We picture ourselves at Kenya’s shopping mall but greater outrages fail to move us
“Humankind,
mused T. S. Eliot, “cannot bear very much reality”, and reality in this
bloodiest of summers has been more than normally unbearable. For the
past four days we have been transfixed by the massacre at Nairobi’s
Westgate shopping mall. Understandably so, and not only because our own
countrymen are among the dead (and possibly among the perpetrators).
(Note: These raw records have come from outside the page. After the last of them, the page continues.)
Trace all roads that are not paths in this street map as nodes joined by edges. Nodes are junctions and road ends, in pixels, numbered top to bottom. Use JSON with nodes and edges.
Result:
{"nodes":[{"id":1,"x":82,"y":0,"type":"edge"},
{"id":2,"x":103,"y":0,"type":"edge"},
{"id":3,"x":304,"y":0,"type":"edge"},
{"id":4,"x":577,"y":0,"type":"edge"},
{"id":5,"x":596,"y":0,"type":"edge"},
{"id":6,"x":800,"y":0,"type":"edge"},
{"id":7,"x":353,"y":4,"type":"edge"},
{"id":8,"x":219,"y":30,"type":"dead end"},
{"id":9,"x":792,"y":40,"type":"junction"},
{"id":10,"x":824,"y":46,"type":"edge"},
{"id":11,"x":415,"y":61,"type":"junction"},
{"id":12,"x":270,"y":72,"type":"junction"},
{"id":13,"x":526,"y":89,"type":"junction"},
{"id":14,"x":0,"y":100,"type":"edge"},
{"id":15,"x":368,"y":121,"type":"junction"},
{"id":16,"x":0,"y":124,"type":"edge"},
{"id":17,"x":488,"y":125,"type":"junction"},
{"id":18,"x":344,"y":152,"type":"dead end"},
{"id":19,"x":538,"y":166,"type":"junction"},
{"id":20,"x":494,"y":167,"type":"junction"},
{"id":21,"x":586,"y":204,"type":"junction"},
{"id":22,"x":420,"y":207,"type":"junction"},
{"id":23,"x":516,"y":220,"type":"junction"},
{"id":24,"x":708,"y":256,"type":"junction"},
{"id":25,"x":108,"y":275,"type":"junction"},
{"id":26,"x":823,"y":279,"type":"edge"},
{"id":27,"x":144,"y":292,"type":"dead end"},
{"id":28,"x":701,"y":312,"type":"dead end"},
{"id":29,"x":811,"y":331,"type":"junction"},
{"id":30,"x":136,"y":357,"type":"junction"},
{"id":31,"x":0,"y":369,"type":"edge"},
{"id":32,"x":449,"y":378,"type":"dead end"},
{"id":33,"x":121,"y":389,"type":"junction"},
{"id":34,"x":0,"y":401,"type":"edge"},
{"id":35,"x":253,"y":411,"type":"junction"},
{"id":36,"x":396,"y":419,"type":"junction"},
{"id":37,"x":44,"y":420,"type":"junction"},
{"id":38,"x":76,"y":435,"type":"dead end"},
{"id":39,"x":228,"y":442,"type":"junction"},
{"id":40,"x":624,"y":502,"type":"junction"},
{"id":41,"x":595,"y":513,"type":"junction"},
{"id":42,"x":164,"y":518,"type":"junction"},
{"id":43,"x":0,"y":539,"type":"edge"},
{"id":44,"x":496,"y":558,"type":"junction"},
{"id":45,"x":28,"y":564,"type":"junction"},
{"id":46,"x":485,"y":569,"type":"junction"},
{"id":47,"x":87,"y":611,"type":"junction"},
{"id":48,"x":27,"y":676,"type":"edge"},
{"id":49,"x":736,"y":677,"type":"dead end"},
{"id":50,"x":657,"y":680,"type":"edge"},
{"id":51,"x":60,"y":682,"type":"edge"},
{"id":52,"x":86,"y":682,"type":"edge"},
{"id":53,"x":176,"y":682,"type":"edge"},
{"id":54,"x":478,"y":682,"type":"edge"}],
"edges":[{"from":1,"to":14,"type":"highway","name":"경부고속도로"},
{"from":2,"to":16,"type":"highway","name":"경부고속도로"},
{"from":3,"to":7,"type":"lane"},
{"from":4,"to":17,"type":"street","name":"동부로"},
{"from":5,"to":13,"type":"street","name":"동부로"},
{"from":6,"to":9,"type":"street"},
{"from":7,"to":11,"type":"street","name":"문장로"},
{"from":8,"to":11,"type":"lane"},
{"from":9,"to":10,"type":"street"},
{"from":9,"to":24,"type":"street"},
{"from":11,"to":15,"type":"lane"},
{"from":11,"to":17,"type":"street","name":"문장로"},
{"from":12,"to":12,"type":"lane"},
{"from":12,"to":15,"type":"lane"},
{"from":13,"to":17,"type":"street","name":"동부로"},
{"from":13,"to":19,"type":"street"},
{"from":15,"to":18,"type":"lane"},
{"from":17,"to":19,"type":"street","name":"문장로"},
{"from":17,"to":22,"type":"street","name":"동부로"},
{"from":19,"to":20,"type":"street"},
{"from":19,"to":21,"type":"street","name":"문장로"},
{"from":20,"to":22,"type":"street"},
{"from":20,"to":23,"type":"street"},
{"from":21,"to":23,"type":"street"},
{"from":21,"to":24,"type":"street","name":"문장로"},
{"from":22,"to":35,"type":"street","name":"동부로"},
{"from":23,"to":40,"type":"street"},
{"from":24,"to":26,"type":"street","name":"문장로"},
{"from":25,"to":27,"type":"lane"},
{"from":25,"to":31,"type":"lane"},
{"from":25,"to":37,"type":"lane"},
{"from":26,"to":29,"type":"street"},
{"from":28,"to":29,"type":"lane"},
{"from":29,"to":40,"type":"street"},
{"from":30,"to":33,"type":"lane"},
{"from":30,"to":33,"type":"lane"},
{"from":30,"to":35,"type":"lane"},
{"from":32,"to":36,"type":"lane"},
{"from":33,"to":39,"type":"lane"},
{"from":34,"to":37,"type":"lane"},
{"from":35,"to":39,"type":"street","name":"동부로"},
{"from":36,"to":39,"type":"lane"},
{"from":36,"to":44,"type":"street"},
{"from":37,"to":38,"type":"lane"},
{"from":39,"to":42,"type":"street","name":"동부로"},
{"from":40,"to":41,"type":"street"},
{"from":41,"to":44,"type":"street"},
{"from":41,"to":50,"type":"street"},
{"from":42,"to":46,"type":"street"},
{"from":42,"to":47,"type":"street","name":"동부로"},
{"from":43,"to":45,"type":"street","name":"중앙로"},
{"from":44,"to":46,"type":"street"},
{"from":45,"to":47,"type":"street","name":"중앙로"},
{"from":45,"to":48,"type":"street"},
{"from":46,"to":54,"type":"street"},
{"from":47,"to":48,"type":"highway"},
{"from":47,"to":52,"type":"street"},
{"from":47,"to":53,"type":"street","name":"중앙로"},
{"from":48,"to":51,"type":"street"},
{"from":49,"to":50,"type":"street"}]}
Saturday at the supermarket is so familiar a family routine that we can
almost feel the panic; those parents throwing their children to the
floor behind the tills are us. Nairobi got to us here in Britain in ways
that the Assad regime’s use of poison gas to murder twenty times as
many Syrians appears, quite extraordinarily, not to have done.
Al-Shabaab,
the Somalia-based extremist force that has claimed responsibility, is a
smallish cog in an Islamist killing machine. Compared with a couple of
years ago, when it dominated the Somali capital Mogadishu, much of
southern Somalia and piracy operations off the East African coast,
al-Shabaab today is on the back foot. A dogged military effort involving
Kenyan, Ugandan and Ethiopian forces has pushed al-Shabaab’s estimated
7,000 fighters into the rural hinterlands. The writ of the fragile
Somali Government is being slowly expanded and Somalis are closer to
experiencing some semblance of normal life than they have been for two
decades.
Al-Shabaab
has responded by swearing allegiance to al-Qaeda, launching a series of
terrorist attacks in Kenya’s northeastern province along the Somali
border and, it would appear, preparing for “spectaculars” of which the
Nairobi shopping mall atrocity may only be the first.
Kenya
will need all the help it can get to counter the threat. European
politicians must get over their queasiness about co-operating with a
government whose president, Uhuru Kenyatta, is charged by the
International Criminal Court with crimes against humanity for his
alleged role in post-election violence in 2007.
The
much broader challenge of resurgent al-Qaeda can be met only if the
White House comes off the hallucinogenic drug that befuddles Barack
Obama’s foreign policy. And for that to happen, I suspect, something is
going to have to change in all of us, because our political leaders are
proving all too “responsive” to public opinion. We must brace ourselves
to bear a bit more reality.
Because
this grisly weekend presented a troubling question. While disagreeing, I
can understand that a sense that we have “done our bit” in Iraq and
failed may account for our indifference to the violence there: 800
Iraqis met their deaths in August. Yet was a natural shrinking from
unspeakable suffering the reason that, even as we glued our eyes to the
footage out of Kenya, most of us failed even to register Sunday’s still
deadlier Islamist outrage in Pakistan? There, as around 350 worshippers
filed out of All Saints in Peshawar into the morning sun, two suicide
bombers detonated their vests, killing more than 80 and wounding more
than 120, half of them women and children, in the most terrible assault
on Christians in Pakistan’s history.
Most
Pakistanis are appalled; yet most Pakistanis also support blasphemy
laws that have been exploited to persecute scores of Christians. Western
governments have had pathetically little to say about the increasingly
suffocating religious intolerance that Pakistan’s Christians endure.
Similarly, we tend to shrug off as a “local” matter the deadly targeting
of Christians and Muslims in northern Nigeria by the Islamist fanatics
of Boko Haram (literally, “Western education is forbidden”). Days before
the Nairobi shootings, Boko Haram sacked Benisheik town in Borno State
and killed at least 161 people — many of them slaughtered at a roadblock
as they fled. Even in Egypt, just across the Mediterranean, we fail to
be outraged at the torching of churches and destruction of whole Coptic
Christian communities.
It
is hard to avoid the conclusion that, when Christians are the victims,
we in the West have become apologetic, even embarrassed, about speaking
out. If this is so, it is worse than morally indefensible. It is a grave
mistake. With what credibility can we appeal to the moderate Muslim
majority to speak out against such atrocities if we, out of a misplaced
nervousness about offending said majority, fail to be at least as robust
in our defence of Christian lives and freedom of worship as we are of
religious terrorism’s Muslim victims?
Counterterrorism
strategy has come a long way since the last Islamist atrocity in
Nairobi, the al-Qaeda assault on the US Embassy in 1998 that
foreshadowed 9/11. But the politics has become ever more blurred, and
collaboration more patchy. In Egypt, our pursemouthed reaction to the
ousting of the Muslim Brotherhood has enraged both Christians and those
moderate Muslims we need as allies, in almost equal measure.
After 9/11, there was a dreadful clarity about what we confront. We need to recover that clarity.